A genetic multicolor cell-labeling technique for Droshophila melanogaster , Flybow, is described and applied to the study of neural circuits. This method implements a variant of the mouse Brainbow strategy in combination with specific neuronal targeting using the Gal-4–upstream activating sequence system to select for membrane-tethered fluorescent proteins. Also in this issue, Hampel et al . report a similar strategy, Drosophila Brainbow, to select for epitope-tagged proteins detectable via immunofluorescence. To facilitate studies of neural network architecture and formation, we generated three Drosophila melanogaster variants of the mouse Brainbow-2 system, called Flybow. Sequences encoding different membrane-tethered fluorescent proteins were arranged in pairs within cassettes flanked by recombination sites. Flybow combines the Gal4-upstream activating sequence binary system to regulate transgene expression and an inducible modified Flp- FRT system to drive inversions and excisions of cassettes. This provides spatial and temporal control over the stochastic expression of one of two or four reporters within one sample.

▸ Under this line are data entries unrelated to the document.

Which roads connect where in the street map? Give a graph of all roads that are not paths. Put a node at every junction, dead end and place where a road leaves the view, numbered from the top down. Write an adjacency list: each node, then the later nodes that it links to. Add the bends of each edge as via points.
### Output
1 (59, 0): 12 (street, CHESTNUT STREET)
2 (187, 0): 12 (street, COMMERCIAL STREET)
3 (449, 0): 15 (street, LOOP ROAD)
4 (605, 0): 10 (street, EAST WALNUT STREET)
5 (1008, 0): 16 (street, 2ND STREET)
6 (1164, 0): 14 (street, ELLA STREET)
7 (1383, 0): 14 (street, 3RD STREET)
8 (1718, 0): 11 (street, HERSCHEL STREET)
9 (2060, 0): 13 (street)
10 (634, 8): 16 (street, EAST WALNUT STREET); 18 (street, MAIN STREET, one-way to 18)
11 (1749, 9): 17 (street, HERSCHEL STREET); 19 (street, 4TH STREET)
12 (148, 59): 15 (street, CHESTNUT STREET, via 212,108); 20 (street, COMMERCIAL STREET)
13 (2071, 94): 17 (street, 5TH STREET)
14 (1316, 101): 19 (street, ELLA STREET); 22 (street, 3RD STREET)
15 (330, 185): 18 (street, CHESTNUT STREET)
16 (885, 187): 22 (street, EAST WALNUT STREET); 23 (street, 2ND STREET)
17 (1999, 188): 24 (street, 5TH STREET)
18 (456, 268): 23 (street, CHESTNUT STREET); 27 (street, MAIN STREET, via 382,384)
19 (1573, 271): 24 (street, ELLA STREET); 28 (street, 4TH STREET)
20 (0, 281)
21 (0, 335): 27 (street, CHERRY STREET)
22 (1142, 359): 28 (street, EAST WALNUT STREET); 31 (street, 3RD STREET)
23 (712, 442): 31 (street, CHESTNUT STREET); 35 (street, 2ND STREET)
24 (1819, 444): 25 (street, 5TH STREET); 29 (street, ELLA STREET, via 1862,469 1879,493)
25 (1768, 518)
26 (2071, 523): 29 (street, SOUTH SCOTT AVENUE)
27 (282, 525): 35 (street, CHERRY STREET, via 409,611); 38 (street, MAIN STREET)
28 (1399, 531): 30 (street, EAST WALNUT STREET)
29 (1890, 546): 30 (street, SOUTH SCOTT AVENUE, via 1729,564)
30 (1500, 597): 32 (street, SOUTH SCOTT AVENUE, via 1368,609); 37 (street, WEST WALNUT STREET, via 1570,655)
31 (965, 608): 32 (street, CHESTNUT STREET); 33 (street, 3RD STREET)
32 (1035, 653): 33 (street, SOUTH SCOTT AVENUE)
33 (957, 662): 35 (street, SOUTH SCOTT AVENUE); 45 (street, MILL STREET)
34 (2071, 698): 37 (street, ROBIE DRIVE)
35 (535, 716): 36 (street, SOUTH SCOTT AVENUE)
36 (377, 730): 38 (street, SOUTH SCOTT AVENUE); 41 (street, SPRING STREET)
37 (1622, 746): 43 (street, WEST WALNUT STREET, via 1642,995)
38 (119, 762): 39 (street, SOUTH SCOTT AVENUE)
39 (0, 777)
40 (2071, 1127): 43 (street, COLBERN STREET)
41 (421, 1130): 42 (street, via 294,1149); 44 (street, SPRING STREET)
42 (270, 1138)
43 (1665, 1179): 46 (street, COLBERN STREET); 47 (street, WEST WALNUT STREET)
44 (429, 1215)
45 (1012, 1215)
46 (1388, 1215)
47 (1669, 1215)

Using the visual system, the embryonic nervous system and the wing imaginal disc, we show that Flybow in conjunction with specific Gal4 drivers can be used to visualize cell morphology with high resolution. Finally, we demonstrate that this labeling approach is compatible with available Flp- FRT -based techniques, such as mosaic analysis with a repressible cell marker; this could further support the genetic analysis of neural circuit assembly and function.